• Assigned task: Each line of the entries that mentions the string "Чкалова" needs to be reported.

________

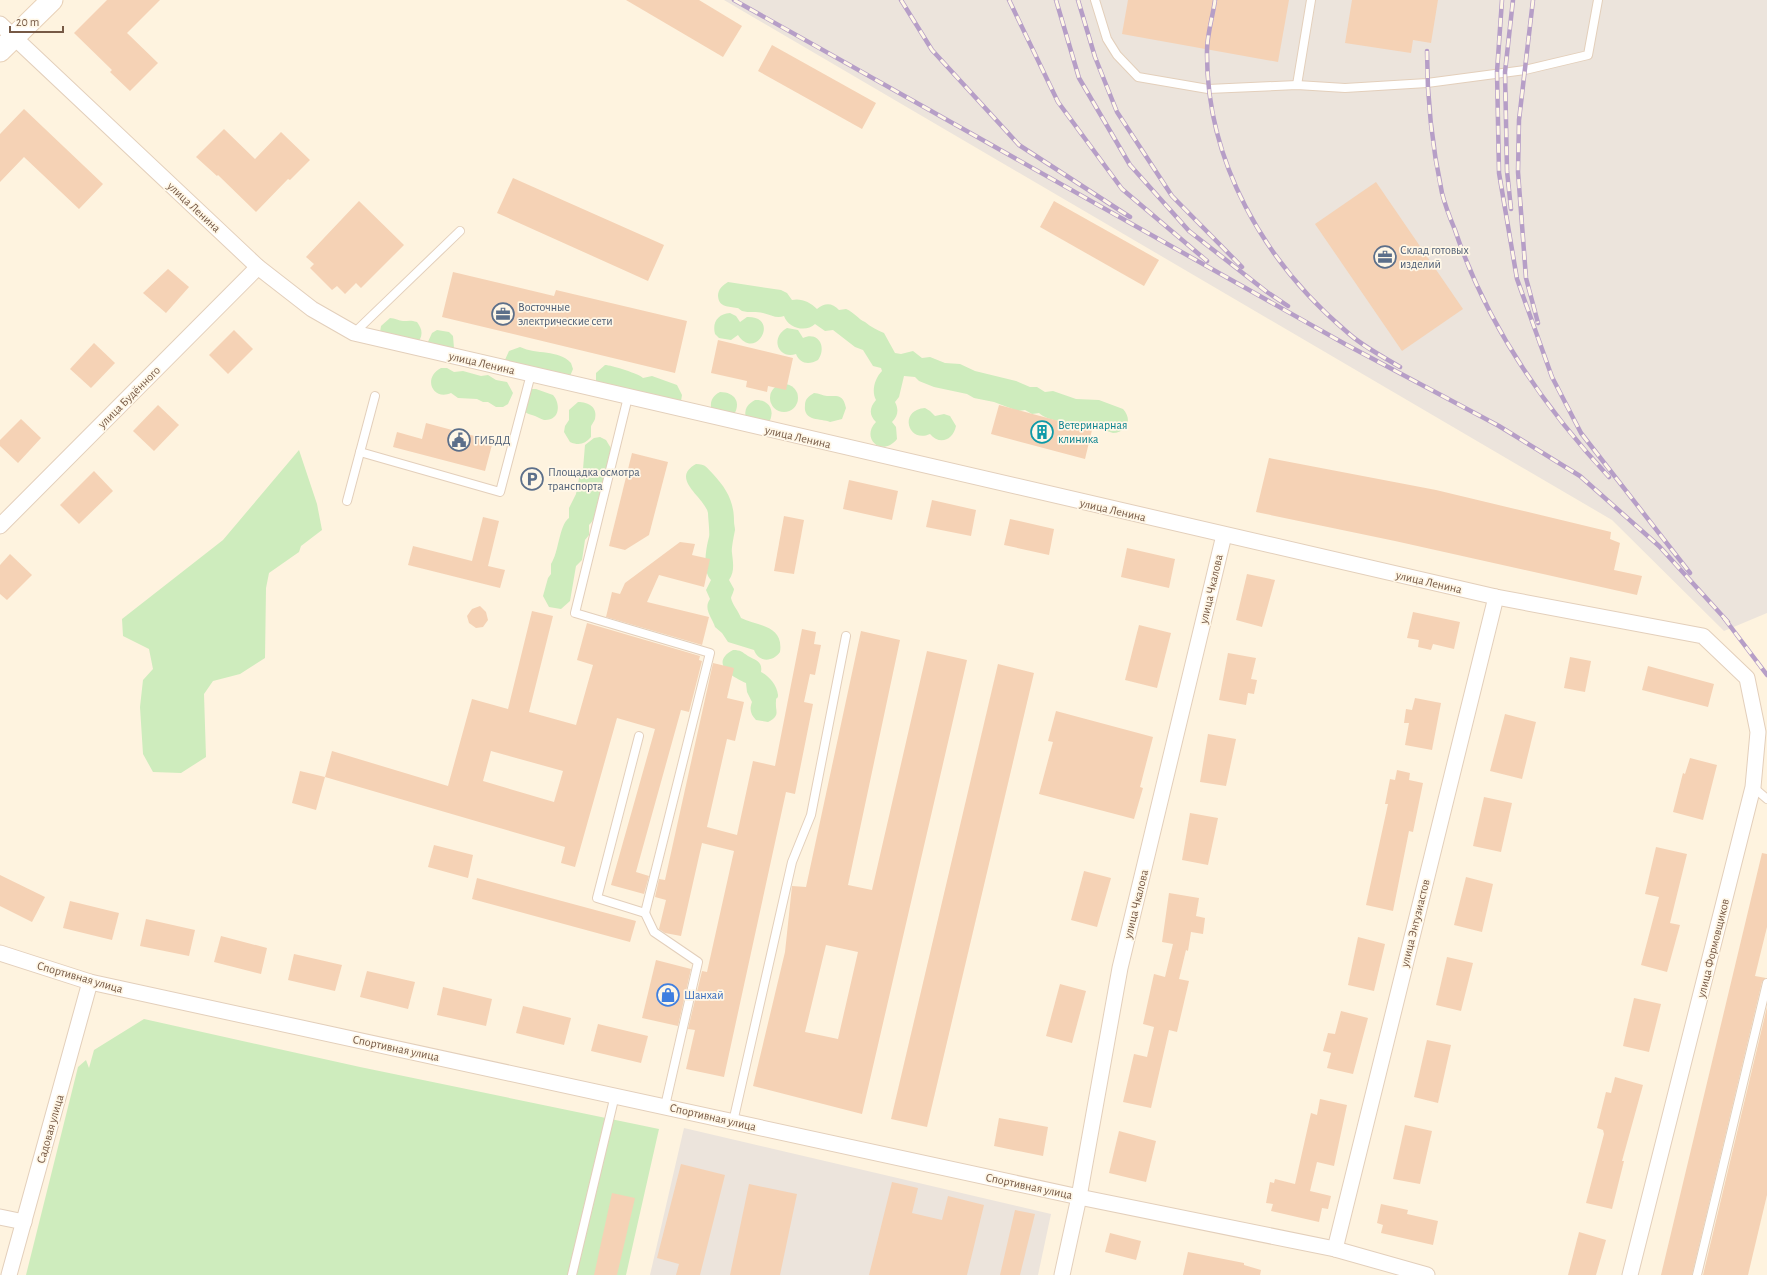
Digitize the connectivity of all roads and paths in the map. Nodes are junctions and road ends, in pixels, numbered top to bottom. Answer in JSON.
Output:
{"nodes":[{"id":1,"x":52,"y":0,"type":"edge"},
{"id":2,"x":1096,"y":0,"type":"edge"},
{"id":3,"x":1311,"y":0,"type":"edge"},
{"id":4,"x":1598,"y":0,"type":"edge"},
{"id":5,"x":5,"y":37,"type":"edge"},
{"id":6,"x":1297,"y":85,"type":"junction"},
{"id":7,"x":460,"y":231,"type":"dead end"},
{"id":8,"x":258,"y":267,"type":"junction"},
{"id":9,"x":354,"y":332,"type":"junction"},
{"id":10,"x":531,"y":374,"type":"junction"},
{"id":11,"x":375,"y":396,"type":"dead end"},
{"id":12,"x":628,"y":397,"type":"junction"},
{"id":13,"x":360,"y":452,"type":"junction"},
{"id":14,"x":348,"y":501,"type":"dead end"},
{"id":15,"x":0,"y":526,"type":"edge"},
{"id":16,"x":1224,"y":535,"type":"junction"},
{"id":17,"x":1496,"y":598,"type":"junction"},
{"id":18,"x":846,"y":636,"type":"dead end"},
{"id":19,"x":1703,"y":636,"type":"joint"},
{"id":20,"x":639,"y":736,"type":"dead end"},
{"id":21,"x":1753,"y":787,"type":"junction"},
{"id":22,"x":1767,"y":799,"type":"edge"},
{"id":23,"x":645,"y":913,"type":"junction"},
{"id":24,"x":0,"y":953,"type":"edge"},
{"id":25,"x":90,"y":982,"type":"junction"},
{"id":26,"x":1767,"y":983,"type":"edge"},
{"id":27,"x":615,"y":1095,"type":"junction"},
{"id":28,"x":665,"y":1106,"type":"junction"},
{"id":29,"x":733,"y":1122,"type":"junction"},
{"id":30,"x":1079,"y":1196,"type":"junction"},
{"id":31,"x":0,"y":1217,"type":"edge"},
{"id":32,"x":24,"y":1222,"type":"junction"},
{"id":33,"x":1335,"y":1249,"type":"junction"},
{"id":34,"x":9,"y":1275,"type":"edge"},
{"id":35,"x":572,"y":1275,"type":"edge"},
{"id":36,"x":1062,"y":1275,"type":"edge"},
{"id":37,"x":1427,"y":1275,"type":"edge"},
{"id":38,"x":1630,"y":1275,"type":"edge"},
{"id":39,"x":1697,"y":1275,"type":"edge"}],
"edges":[{"from":1,"to":5,"type":"main road"},
{"from":2,"to":6,"type":"lane"},
{"from":3,"to":6,"type":"lane"},
{"from":4,"to":6,"type":"lane"},
{"from":5,"to":8,"type":"street","name":"улица Ленина"},
{"from":7,"to":9,"type":"lane"},
{"from":8,"to":9,"type":"street","name":"улица Ленина"},
{"from":8,"to":15,"type":"street","name":"улица Будённого"},
{"from":9,"to":10,"type":"street","name":"улица Ленина"},
{"from":10,"to":12,"type":"street","name":"улица Ленина"},
{"from":10,"to":13,"type":"lane"},
{"from":11,"to":13,"type":"lane"},
{"from":12,"to":16,"type":"street","name":"улица Ленина"},
{"from":12,"to":23,"type":"lane"},
{"from":13,"to":14,"type":"lane"},
{"from":16,"to":17,"type":"street","name":"улица Ленина"},
{"from":16,"to":30,"type":"street","name":"улица Чкалова"},
{"from":17,"to":19,"type":"street","name":"улица Ленина"},
{"from":17,"to":33,"type":"street","name":"улица Энтузиастов"},
{"from":18,"to":29,"type":"lane"},
{"from":19,"to":21,"type":"street","name":"улица Формовщиков"},
{"from":20,"to":23,"type":"lane"},
{"from":21,"to":22,"type":"lane"},
{"from":21,"to":38,"type":"street","name":"улица Формовщиков"},
{"from":23,"to":28,"type":"lane"},
{"from":24,"to":25,"type":"street","name":"Спортивная улица"},
{"from":25,"to":27,"type":"street","name":"Спортивная улица"},
{"from":25,"to":32,"type":"street","name":"Садовая улица"},
{"from":26,"to":39,"type":"lane"},
{"from":27,"to":28,"type":"street","name":"Спортивная улица"},
{"from":27,"to":35,"type":"lane"},
{"from":28,"to":29,"type":"street","name":"Спортивная улица"},
{"from":29,"to":30,"type":"street","name":"Спортивная улица"},
{"from":30,"to":33,"type":"street","name":"Спортивная улица"},
{"from":30,"to":36,"type":"street","name":"улица Чкалова"},
{"from":31,"to":32,"type":"street"},
{"from":32,"to":34,"type":"street","name":"Садовая улица"},
{"from":33,"to":37,"type":"street","name":"Спортивная улица"}]}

________

• Response for this exercise:
{"from":16,"to":30,"type":"street","name":"улица Чкалова"},
{"from":30,"to":36,"type":"street","name":"улица Чкалова"},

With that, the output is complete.